Tom Novak

No. 68, 61, 60
- Positions: Center, fullback, linebacker

Personal information
- Born: November 29, 1925
- Died: November 1, 1998 (aged 72) Lincoln, Nebraska, U.S.
- Listed height: 5 ft 10 in (1.78 m)
- Listed weight: 206 lb (93 kg)

Career information
- High school: Omaha South
- College: Nebraska

Awards and highlights
- 1949 first-team All-American (INS); 4x first-team MVIAA (1946, 1947, 1948, 1949); Nebraska Football Hall of Fame (1974); Nebraska Cornhuskers jersey no. 60 retired;

= Tom Novak (American football) =

American football player (1925–1998)

Thomas James Novak (November 29, 1925 – November 1, 1998) was an American football center, fullback, and linebacker for the Nebraska Cornhuskers. Nicknamed "Train Wreck" for his aggressive style of play, Novak is the only four-time all-conference selection in school history and was the first NU player to have his number retired.

==Early life==
Novak was born in 1925 and attended Omaha South High School. He was twice selected as an all-state fullback and led Omaha South to a state championship in 1942.

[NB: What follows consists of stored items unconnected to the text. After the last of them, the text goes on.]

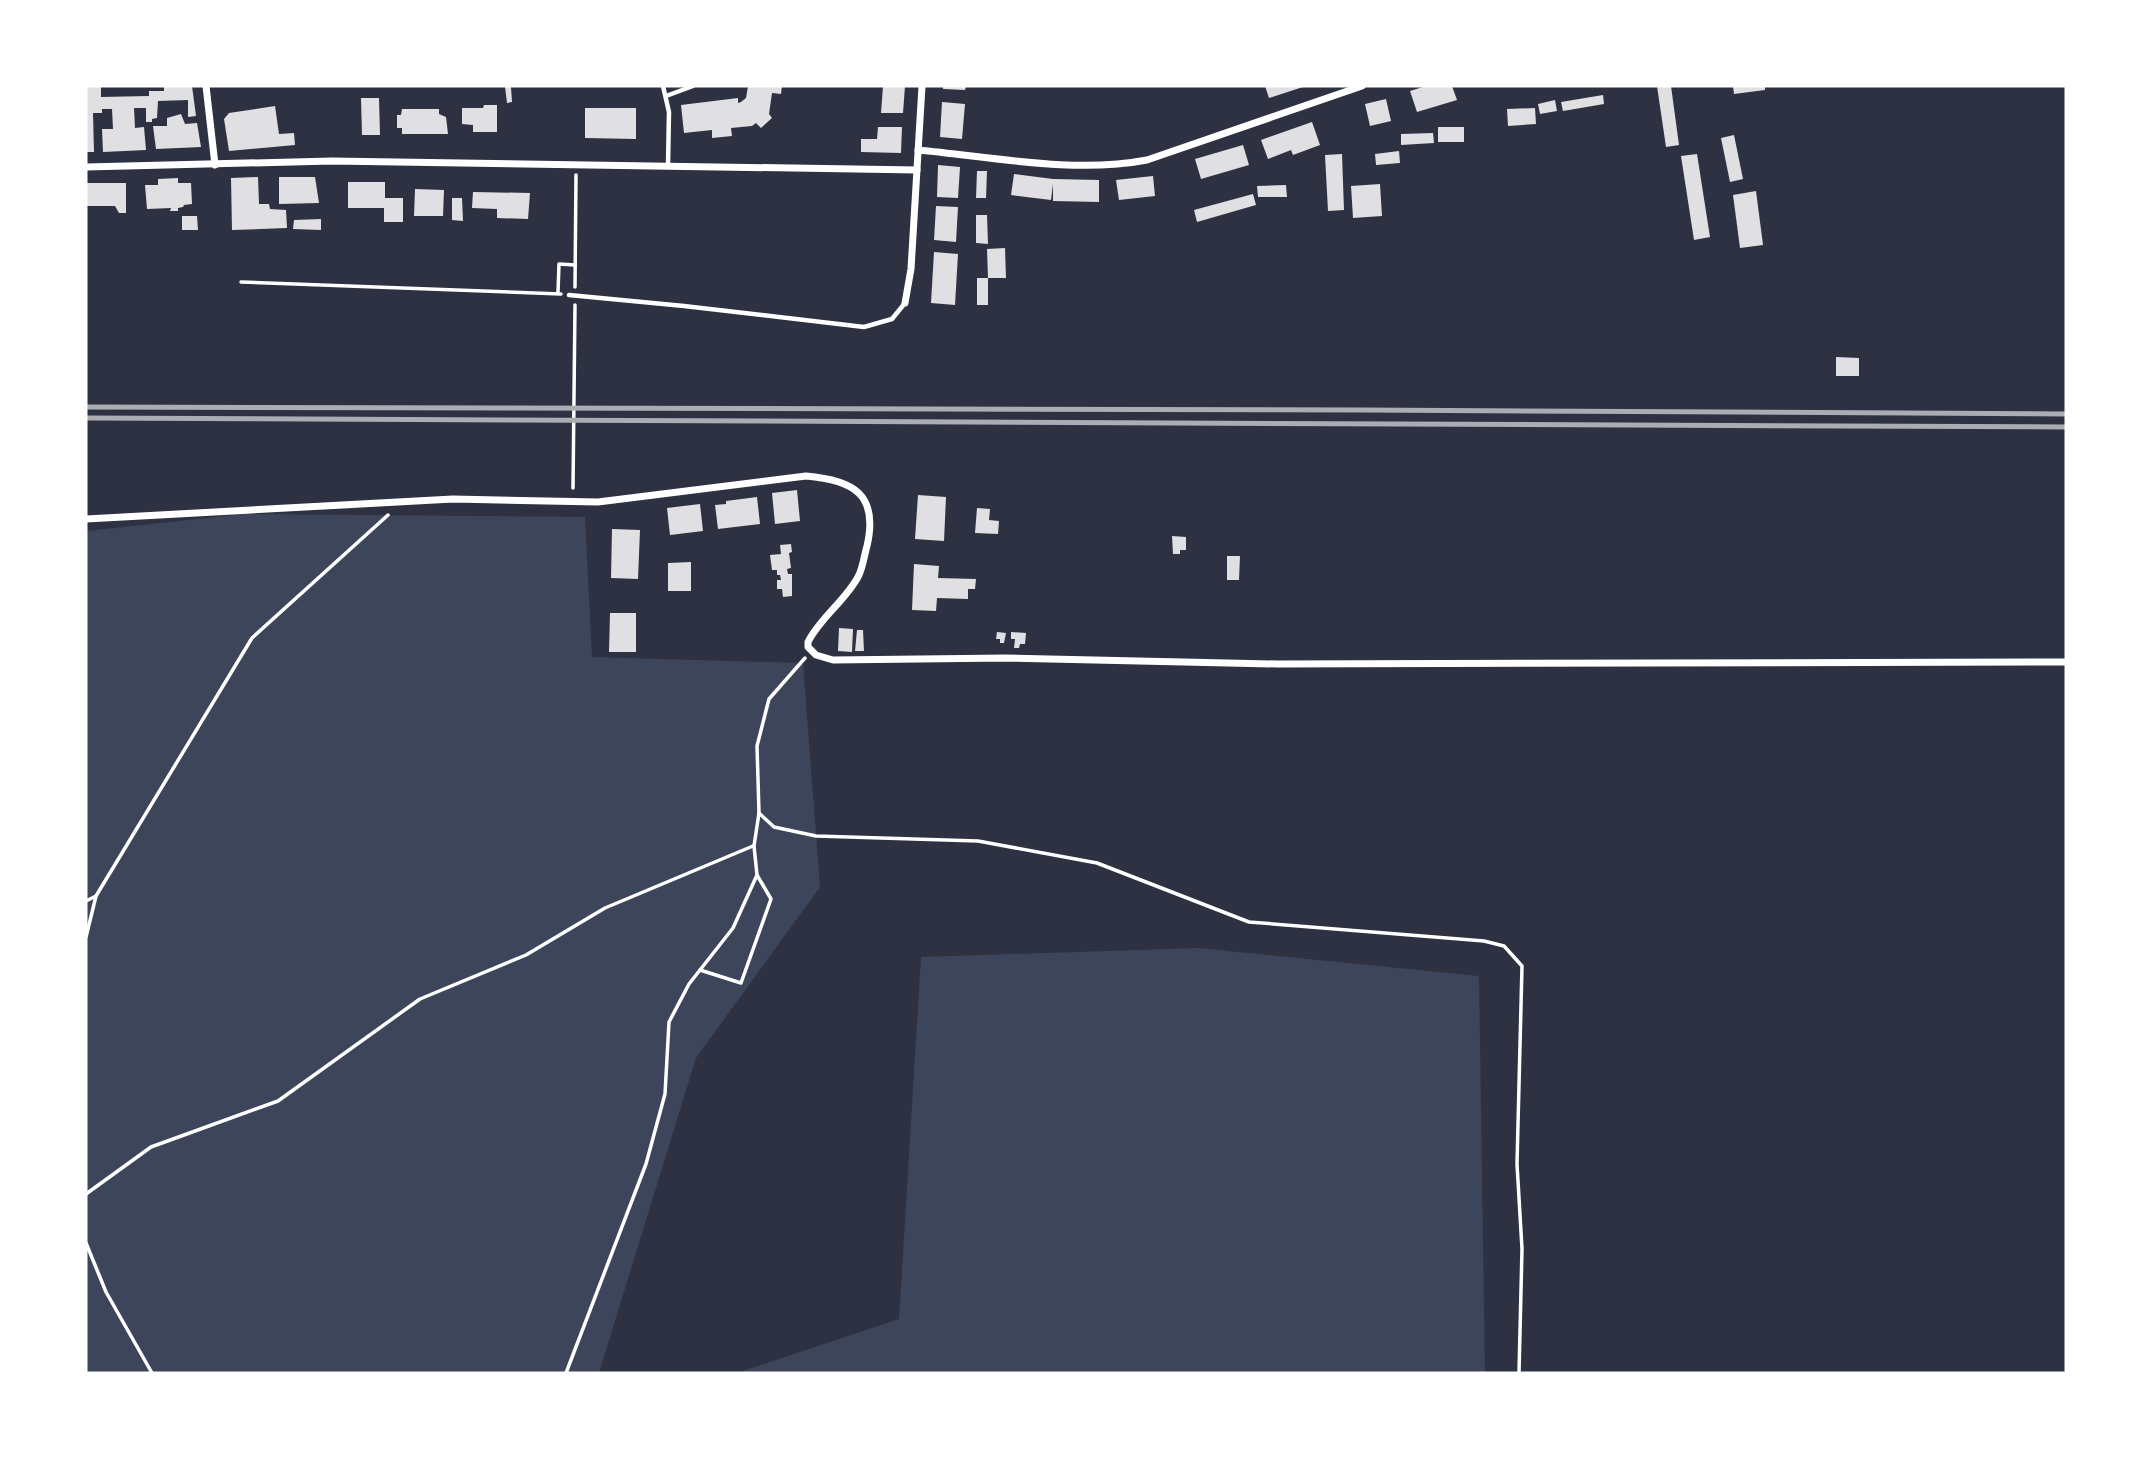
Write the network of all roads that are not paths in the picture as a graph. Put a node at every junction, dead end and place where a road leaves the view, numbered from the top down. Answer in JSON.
{"nodes":[{"id":1,"x":206,"y":86,"type":"edge"},
{"id":2,"x":663,"y":86,"type":"edge"},
{"id":3,"x":693,"y":86,"type":"edge"},
{"id":4,"x":922,"y":86,"type":"edge"},
{"id":5,"x":1362,"y":86,"type":"edge"},
{"id":6,"x":666,"y":96,"type":"junction"},
{"id":7,"x":918,"y":150,"type":"junction"},
{"id":8,"x":215,"y":165,"type":"junction"},
{"id":9,"x":668,"y":165,"type":"junction"},
{"id":10,"x":86,"y":167,"type":"edge"},
{"id":11,"x":917,"y":170,"type":"junction"},
{"id":12,"x":572,"y":293,"type":"road end"},
{"id":13,"x":905,"y":303,"type":"joint"},
{"id":14,"x":86,"y":519,"type":"edge"},
{"id":15,"x":2066,"y":662,"type":"edge"}],
"edges":[{"from":1,"to":8,"type":"street"},
{"from":2,"to":6,"type":"lane"},
{"from":3,"to":6,"type":"lane"},
{"from":4,"to":7,"type":"street"},
{"from":5,"to":7,"type":"street"},
{"from":6,"to":9,"type":"lane"},
{"from":7,"to":11,"type":"street"},
{"from":8,"to":9,"type":"street"},
{"from":8,"to":10,"type":"street"},
{"from":9,"to":11,"type":"street"},
{"from":11,"to":13,"type":"street"},
{"from":12,"to":13,"type":"lane"},
{"from":14,"to":15,"type":"street"}]}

He served in the United States Navy during World War II before enrolling at the University of Nebraska in 1946 to play football and baseball. He chose NU over a scholarship offer from head coach Frank Leahy and Notre Dame, wanting to stay closer to home.

==Career==
Novak began his collegiate career playing offensively as a fullback, but transitioned to center during his sophomore season. Though the one-platoon system was not mandated during the 1940s, Nebraska rarely substituted and Novak consistently played both sides of the ball in each of his four seasons. He quickly became beloved by fans, who appreciated his aggressive, hard-nosed style of play. When he played his final career game at Memorial Stadium on November 25, 1949, his twenty-fourth birthday, he was honored with a standing ovation at halftime of Nebraska's 25–14 win over Colorado.

Novak was a first-team Missouri Valley Intercollegiate Athletic Association selection four times, the only player in Nebraska history to do so, and was named a first-team All-American by the International News Service following his senior season. Nebraska was just 11–26 during Novak's four-year career but maintained strong fan support and attendance figures, which is often attributed to Novak's popularity. His jersey no. 60 was permanently retired by the university in 1949 (though he also wore no. 68 and no. 61 during his career, which are not retired).

==Later life==
Novak was selected by the Chicago Bears in the fourth round of the 1950 NFL draft, but declined to sign a contract. He stayed in Nebraska and opened a trucking business.

The University of Nebraska and Omaha businessman James Gordon Roberts established the Tom Novak Award in 1950 to honor the senior who "best exemplifies courage and determination despite all odds." It is voted on by local writers and presented at the annual Outland Trophy banquet in Omaha.

Novak was paralyzed in 1976 after a fall and used a wheelchair for the rest of his life, but still commonly attended Nebraska sporting events. He died in 1998 at age seventy-two.